This photo from NASA's Lunar Reconnaissance Orbiter shows the Lunkokhod 2 rover's resting place. The black arrow indicates where the tracks begin — the white arrow and dot shows the rover. Arrows placed by Phil Stooke, geography professor at University of Western Ontario.
Richard Garriott has many accomplishments to his name — he's a successful video game developer and one of fewer than 10 private citizens to travel into space. Now he even owns property on the moon.
"I am the world's only private owner of an object on a celestial body," he says.
The object he's referring to is the Lunokhod 2 rover. The Lunokhod 2 is a Russian space vehicle that landed on the moon in 1973 — and stopped working that same year. Even though no one knew exactly where the rover was, it went up for sale at a 1993 Sotheby's auction in New York, and Garriott handed over $68,500 for it.
Last Monday, scientists spotted the Lunokhod 2 rover for the first time in 37 years.
"As soon as I saw this new data, I did a recheck of the findings, and there's no question that they have the right target. It's my Lunokhod 2," Garriott says.
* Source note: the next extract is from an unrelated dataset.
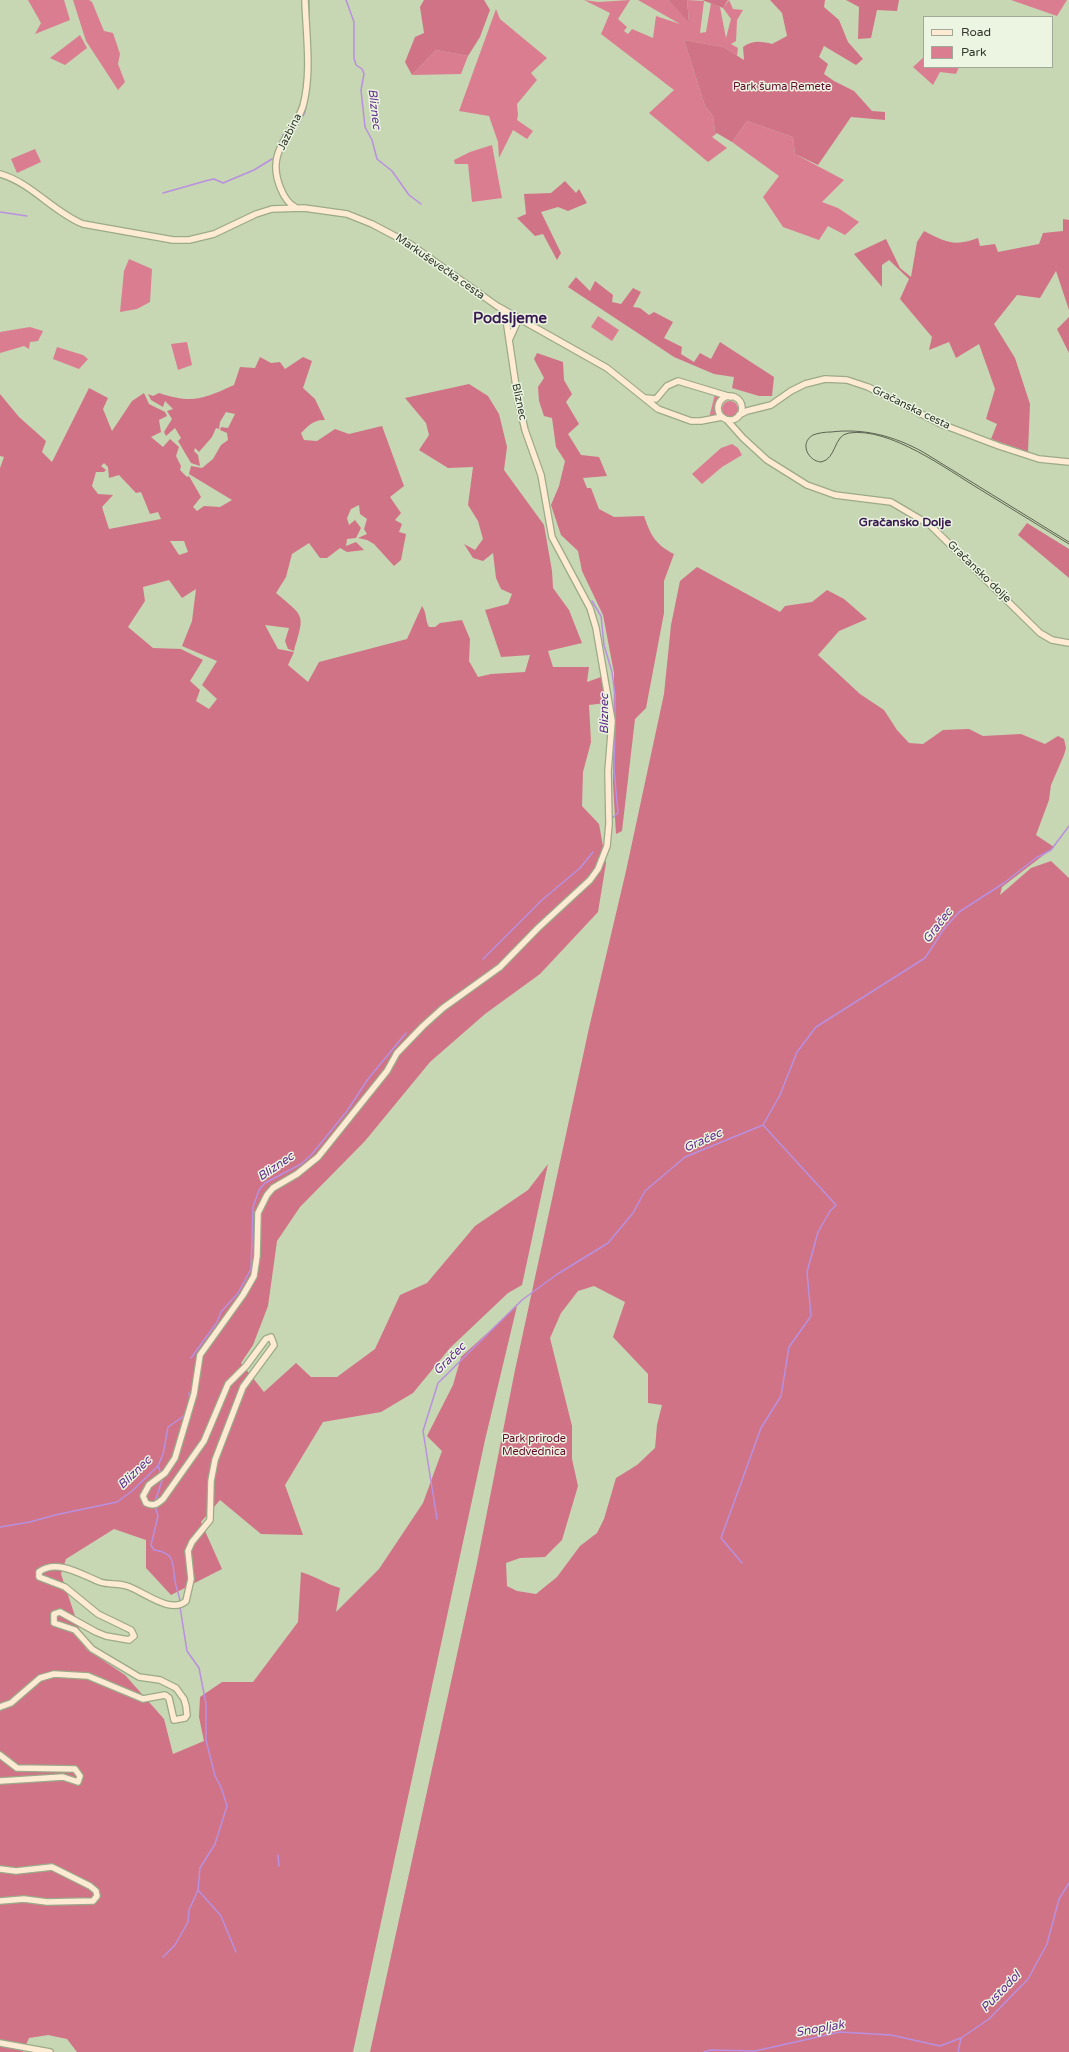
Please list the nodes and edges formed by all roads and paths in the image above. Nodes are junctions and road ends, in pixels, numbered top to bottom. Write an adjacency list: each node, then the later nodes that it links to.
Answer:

Garriott says he's thrilled to finally have photos of his "private flag sitting on the moon."
"My rover has traveled over 40 kilometers. It has tilled the soil or turned the soil with its wheels and it has surveyed land as far as the eye can see — or as far as its cameras can see," he says.
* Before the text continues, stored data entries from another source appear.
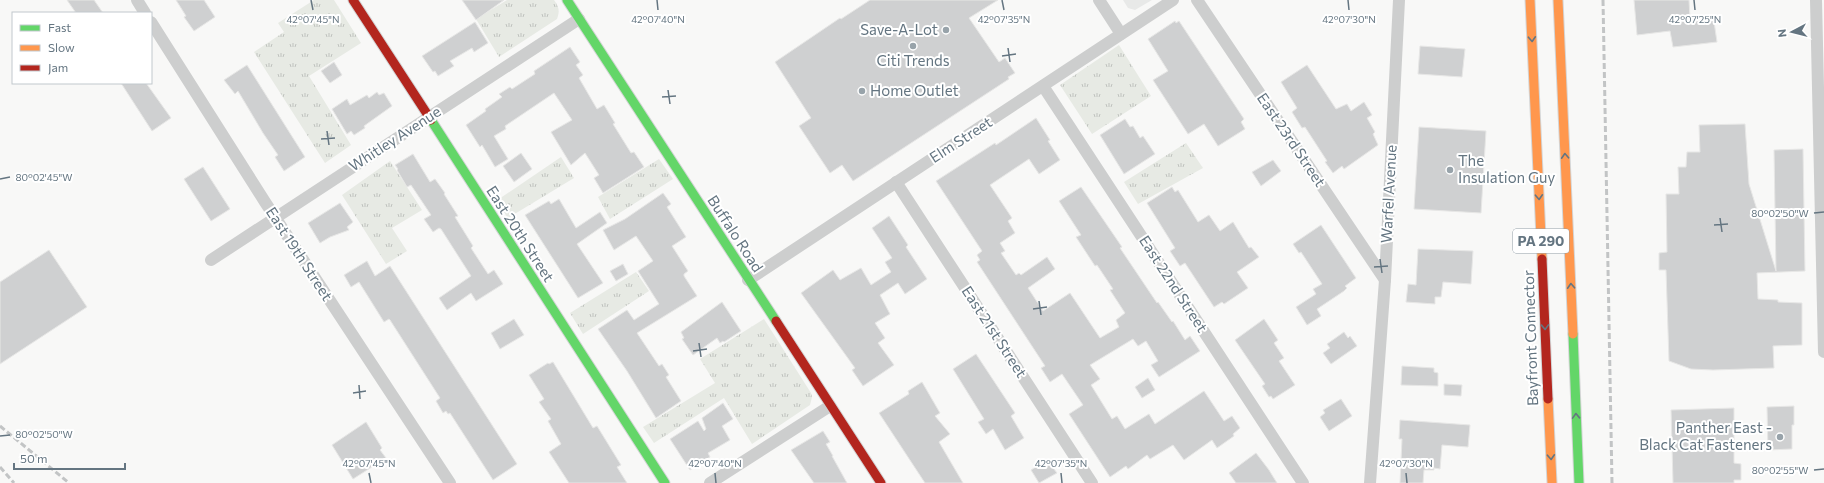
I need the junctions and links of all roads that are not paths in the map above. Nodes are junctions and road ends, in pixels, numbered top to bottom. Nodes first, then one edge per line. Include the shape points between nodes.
1 (137, 0) edge
2 (353, 0) edge
3 (567, 0) edge
4 (1099, 0) edge
5 (1174, 0) edge
6 (1197, 0) edge
7 (1399, 0) edge
8 (1530, 0) edge
9 (1558, 0) edge
10 (1816, 0) edge
11 (144, 12) edge
12 (579, 19) junction
13 (152, 24) edge
14 (1817, 24) junction
15 (1121, 34) junction
16 (1824, 36) edge
17 (1043, 86) junction
18 (428, 118) junction
19 (896, 182) junction
20 (276, 218) junction
21 (211, 260) dead end
22 (748, 280) junction
23 (1385, 280) junction
24 (1823, 299) edge
25 (1824, 352) edge
26 (830, 406) junction
27 (450, 483) edge
28 (666, 483) edge
29 (710, 483) edge
30 (881, 483) edge
31 (1092, 483) edge
32 (1303, 483) edge
33 (1370, 483) edge
34 (1552, 483) edge
35 (1579, 483) edge

1 - 11 street
2 - 18 main road, East 20th Street
3 - 12 main road, Buffalo Road
4 - 15 street
5 - 15 street, Elm Street
6 - 23 street, East 23rd Street
7 - 23 street, Warfel Avenue
8 -> 34 main road, Bayfront Connector / PA 290
35 -> 9 main road, PA 290
10 - 14 street
12 - 18 street, Whitley Avenue
12 - 22 main road, Buffalo Road
13 - 20 street, East 19th Street
14 - 16 street
14 - 24 street
15 - 17 street, Elm Street
17 - 19 street, Elm Street
17 - 32 street, East 22nd Street
18 - 20 street, Whitley Avenue
18 - 28 main road, East 20th Street
19 - 22 street, Elm Street
19 - 31 street, East 21st Street
20 - 21 street, Whitley Avenue
20 - 27 street, East 19th Street
22 - 26 main road, Buffalo Road
23 - 33 street, Warfel Avenue
24 - 25 street
26 - 29 street
26 - 30 main road, Buffalo Road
His obsession with space started early. When he was a teenager, long before he made his fortune developing computer games, he dreamt about space. It was in his blood. His father, Owen K. Garriott, was a NASA astronaut who spent over two months in space back in the 1970s. But one day, a doctor told young Garriott that he would not be able to continue his father's legacy; his poor eyesight, the doctor said, would make him ineligible to be a NASA astronaut.
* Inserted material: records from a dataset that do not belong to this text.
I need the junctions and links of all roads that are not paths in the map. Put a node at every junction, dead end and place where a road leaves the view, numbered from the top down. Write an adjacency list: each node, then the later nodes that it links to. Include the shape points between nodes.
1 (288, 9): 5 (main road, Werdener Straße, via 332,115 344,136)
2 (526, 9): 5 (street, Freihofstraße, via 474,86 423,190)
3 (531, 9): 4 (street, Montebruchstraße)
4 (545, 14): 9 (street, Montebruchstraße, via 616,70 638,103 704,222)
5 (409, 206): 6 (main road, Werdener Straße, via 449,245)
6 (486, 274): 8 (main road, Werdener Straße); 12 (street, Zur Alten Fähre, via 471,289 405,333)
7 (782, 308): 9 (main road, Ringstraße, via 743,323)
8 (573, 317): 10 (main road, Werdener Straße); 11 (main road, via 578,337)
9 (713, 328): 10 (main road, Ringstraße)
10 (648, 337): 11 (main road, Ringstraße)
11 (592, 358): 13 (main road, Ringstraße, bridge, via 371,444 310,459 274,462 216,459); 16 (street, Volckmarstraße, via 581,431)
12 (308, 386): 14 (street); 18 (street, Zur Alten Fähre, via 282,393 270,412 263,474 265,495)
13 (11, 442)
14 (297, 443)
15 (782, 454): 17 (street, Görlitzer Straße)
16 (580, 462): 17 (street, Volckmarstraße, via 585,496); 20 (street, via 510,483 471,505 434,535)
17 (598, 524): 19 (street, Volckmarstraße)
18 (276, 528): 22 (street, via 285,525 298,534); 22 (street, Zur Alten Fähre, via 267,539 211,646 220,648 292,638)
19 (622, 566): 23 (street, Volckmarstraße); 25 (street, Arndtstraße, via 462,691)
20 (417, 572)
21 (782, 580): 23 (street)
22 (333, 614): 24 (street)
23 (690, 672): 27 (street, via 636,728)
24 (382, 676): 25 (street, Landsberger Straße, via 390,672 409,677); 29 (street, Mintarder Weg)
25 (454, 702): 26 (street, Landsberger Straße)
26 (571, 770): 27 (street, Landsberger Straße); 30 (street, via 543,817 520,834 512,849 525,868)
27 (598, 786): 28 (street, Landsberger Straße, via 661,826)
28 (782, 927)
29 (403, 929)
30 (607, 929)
"So as a teenager, I devoted myself to the privatization of space, so that I could find my own way into space," Garriott says.
He succeeded. Back in 2008, Garriott actually went to the International Space Station and became the first second-generation astronaut in history. Now that the exact location of his moon rover has been determined, he's ready to plan another trip.
"When I made this acquisition, I thought the probability of getting the chance to go to the moon and see, first-hand, my rover was as close to zero as would be reasonable to consider," he says. "I actually think the odds are considerably greater than zero now.
"I will hopefully, at least, get to see it from lunar orbit, and perhaps even from the ground."